I long wondered when my days of dancing and singing in the high school musical would come into handy. Luckily, this week’s assignment examines the data for Broadway musicals. While my old dance shoes won’t come in handy here, my prior statistical skills and thirst for improved theatre knowledge should play as a featured role.
I downloaded the CSV file from the given link and began to analyze the data, particularly from both periods of 2000 to 2008, and 2009 to 2016. In this study, we are asked “what makes a Broadway show the best?” While it is almost impossible to qualify a work of art as “best” (that’s an argument for another class), we can use some parameters that would give us a glimpse into their popularity and feature in the zeitgeist.

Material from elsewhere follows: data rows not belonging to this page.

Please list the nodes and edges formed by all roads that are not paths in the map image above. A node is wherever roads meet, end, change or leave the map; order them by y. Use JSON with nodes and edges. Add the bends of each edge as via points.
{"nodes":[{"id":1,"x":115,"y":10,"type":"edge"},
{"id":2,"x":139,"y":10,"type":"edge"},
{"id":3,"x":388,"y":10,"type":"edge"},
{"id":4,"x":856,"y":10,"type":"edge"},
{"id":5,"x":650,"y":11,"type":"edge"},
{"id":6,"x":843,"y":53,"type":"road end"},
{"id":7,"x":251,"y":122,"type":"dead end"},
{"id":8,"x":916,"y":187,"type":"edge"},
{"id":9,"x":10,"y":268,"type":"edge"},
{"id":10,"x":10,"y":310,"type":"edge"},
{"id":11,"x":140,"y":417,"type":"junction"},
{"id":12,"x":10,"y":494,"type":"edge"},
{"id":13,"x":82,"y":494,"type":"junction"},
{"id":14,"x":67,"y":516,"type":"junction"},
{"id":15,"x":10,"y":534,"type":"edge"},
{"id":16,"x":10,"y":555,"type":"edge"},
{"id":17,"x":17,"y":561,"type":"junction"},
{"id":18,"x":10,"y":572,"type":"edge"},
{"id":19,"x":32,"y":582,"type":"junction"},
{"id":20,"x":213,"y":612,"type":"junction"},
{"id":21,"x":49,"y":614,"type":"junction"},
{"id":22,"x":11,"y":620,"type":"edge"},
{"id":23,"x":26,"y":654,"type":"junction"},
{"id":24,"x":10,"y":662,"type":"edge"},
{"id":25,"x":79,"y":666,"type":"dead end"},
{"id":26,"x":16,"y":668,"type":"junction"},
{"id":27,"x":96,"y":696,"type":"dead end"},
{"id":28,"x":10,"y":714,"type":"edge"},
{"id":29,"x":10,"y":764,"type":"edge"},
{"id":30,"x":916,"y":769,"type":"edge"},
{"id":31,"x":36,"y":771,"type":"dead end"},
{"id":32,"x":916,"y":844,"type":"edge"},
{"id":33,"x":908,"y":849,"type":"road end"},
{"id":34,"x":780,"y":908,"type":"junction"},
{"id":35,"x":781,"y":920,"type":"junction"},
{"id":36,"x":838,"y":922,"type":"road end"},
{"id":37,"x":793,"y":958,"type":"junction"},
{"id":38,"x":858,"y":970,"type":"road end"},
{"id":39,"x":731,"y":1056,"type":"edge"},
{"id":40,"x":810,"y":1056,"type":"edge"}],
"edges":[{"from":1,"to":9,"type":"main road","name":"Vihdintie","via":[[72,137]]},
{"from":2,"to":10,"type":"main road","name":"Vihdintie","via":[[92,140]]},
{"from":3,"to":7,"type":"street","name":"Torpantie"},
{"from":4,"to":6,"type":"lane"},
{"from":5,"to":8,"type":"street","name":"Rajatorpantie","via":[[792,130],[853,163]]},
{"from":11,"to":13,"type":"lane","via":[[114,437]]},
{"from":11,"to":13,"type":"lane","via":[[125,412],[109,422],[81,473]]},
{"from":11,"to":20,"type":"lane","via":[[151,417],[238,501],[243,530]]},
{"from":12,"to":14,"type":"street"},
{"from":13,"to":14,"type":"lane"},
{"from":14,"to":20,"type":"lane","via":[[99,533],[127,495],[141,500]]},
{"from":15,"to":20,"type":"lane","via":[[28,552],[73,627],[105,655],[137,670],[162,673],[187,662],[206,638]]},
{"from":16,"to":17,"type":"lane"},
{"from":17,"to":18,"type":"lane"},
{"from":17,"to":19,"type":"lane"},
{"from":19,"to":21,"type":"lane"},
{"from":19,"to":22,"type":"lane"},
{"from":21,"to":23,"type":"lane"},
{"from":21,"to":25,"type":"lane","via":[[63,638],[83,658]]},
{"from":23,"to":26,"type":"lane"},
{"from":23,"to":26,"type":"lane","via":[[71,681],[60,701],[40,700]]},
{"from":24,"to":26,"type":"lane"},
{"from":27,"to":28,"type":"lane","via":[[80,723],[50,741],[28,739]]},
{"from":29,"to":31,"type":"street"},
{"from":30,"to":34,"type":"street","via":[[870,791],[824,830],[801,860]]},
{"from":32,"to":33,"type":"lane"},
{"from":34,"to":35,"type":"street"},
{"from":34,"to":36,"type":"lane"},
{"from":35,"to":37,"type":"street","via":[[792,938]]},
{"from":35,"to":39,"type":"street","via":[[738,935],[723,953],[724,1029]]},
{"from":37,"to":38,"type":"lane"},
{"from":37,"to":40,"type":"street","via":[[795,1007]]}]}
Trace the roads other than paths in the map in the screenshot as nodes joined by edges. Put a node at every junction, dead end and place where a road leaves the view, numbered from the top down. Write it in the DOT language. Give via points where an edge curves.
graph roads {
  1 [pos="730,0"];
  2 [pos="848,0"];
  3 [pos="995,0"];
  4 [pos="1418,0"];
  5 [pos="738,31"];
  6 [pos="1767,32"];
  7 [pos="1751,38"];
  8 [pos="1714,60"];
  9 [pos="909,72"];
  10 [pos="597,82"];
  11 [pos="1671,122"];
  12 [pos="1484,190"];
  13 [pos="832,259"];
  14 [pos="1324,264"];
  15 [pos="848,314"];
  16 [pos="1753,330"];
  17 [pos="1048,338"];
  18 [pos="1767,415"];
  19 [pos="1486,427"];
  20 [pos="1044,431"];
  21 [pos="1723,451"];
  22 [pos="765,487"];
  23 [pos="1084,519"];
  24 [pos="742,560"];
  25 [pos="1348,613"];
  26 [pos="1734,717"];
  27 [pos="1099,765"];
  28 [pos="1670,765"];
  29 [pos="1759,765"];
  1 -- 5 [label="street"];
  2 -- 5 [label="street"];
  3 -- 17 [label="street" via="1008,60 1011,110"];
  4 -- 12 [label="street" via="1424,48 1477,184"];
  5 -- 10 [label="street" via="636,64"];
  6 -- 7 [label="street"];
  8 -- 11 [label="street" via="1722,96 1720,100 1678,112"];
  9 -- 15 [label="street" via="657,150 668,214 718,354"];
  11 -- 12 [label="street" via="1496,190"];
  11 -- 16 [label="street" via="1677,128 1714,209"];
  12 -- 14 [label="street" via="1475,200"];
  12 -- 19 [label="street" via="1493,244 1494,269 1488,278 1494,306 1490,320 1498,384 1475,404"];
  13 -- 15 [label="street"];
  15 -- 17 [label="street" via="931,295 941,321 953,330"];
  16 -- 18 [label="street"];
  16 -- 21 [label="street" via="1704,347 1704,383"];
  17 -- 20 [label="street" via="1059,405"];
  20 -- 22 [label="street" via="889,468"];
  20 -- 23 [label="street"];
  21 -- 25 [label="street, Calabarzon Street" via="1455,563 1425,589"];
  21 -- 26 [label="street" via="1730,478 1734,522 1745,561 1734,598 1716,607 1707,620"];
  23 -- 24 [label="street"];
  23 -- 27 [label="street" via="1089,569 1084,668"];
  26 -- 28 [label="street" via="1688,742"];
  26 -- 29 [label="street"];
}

I had considered attendance, number of weeks performing, size of the theatre, and several other factors for the “best” descriptor. However, I decided that “gross income” for the show would be an excellent indicator. Current blockbusters like Hamilton and The Book of Mormon not only have high attendance numbers, but they also require the theatregoer to dole out large amounts of money per ticket, due to high demand. Gross is positively correlated to attendance, as one might imagine, but I would also wager that gross and ticket price (and tangentially, demand) share some positive correlation.
To compare every single Broadway show by gross income would indeed be a gargantuan task; as a result, I am only comparing highly grossing shows. In my study, the shows displayed in the figures have cumulatively made over 200,000,000 dollars. This reduces the number of shows, which makes it easier to analyze.
I used RStudio to make my graphs. First, I have a set of grouped bar graphs included below. The first graph is a bad one. Let’s take a look at it:
Do not adjust your computer screen; I am well aware that there are some issues with the graph. First, the labels are all clustered together on the x-axis. It is impossible to read which shows are being presented. This can be fixed by changing the location of the x and y-axes. Second, the x and y labels need to be interchanged. Third, the title is acceptable, but it might be useful to declare that this is a grouped bar chart. Upon looking at these mistakes, I made some edits and the new final product is seen below:
This graph is much improved compared to the first one presented. First, the x and y-axes have been switched, allowing us to read the bar labels without any obstruction. Second, the axis labels are in the correct location. Upon looking at this graph, The Lion King is the highest grossing Broadway show in both the 2000-2008 and 2009-2016 periods. The show Wicked comes second in total gross among the periods, with The Book of Mormon rounding out as the third highest grossing show. To a Broadway fan like myself, this makes sense: The Lion King and Wicked are often considered in the theatre wing to be the most popular shows of the past two decades, and these Tony-Award winning shows are highly acclaimed by audiences and critics.
I was curious to see the stacked bar charts for this data, since several of these shows have runs spanning throughout both periods. As a result, I created two versions of this specific type of chart: a “bad” version and a “good” version. The bad version is displayed below:
You can deduce why this would be considered the “bad” version of the graph. First, the graph does not have a title. To the common viewer, one might not know what the graph is display, aside from gross. The y-axis label “Name” also does not provide enough context to the average viewer. Second, the stacked bars are not arranged in size order, which makes it a little more difficult (while not impossible) to analyze. A positive of the graph? A legend is provided outside the data rectangle, and the axes are correctly labeled. The second graph, seen below, improves on those identified mistakes:
As one can see, the title of the graph provides context of 1. the type of graph, and 2. the exact data being studied without any confusion. The data has been arranged in decreasing order, with the largest total gross on the top of the graph and the smallest total gross income on the bottom. The graph arranges the data according to largest total gross per period as well. This characteristic can be seen when comparing The Book of Mormon and The Phantom of the Opera. The Book of Mormon is placed higher on the graph due to the fact that it had a higher gross within a single period; that being said, The Phantom of the Opera had a higher overall gross throughout its entire run.
As stated with the grouped bar charts, The Lion King has the record for largest overall gross within the two periods. By my own criteria, The Lion King would be considered the best Broadway show from 2000-2008 and 2009-2016. The show has amassed almost 1.25 billion dollars in ticket sales during its run. There are some other shows with high gross incomes that could claim the title as “best.” Wicked, like the Lion King, has grossed over 1 billion dollars and has immense global popularity. The Book of Mormon, while only active in the 2009-2016 period, has grossed just under 500 million dollars, which is one of the largest values for a single period. Based on my own parameters, the “best” shows in these periods would be The Lion King, Wicked, and The Book of Mormon.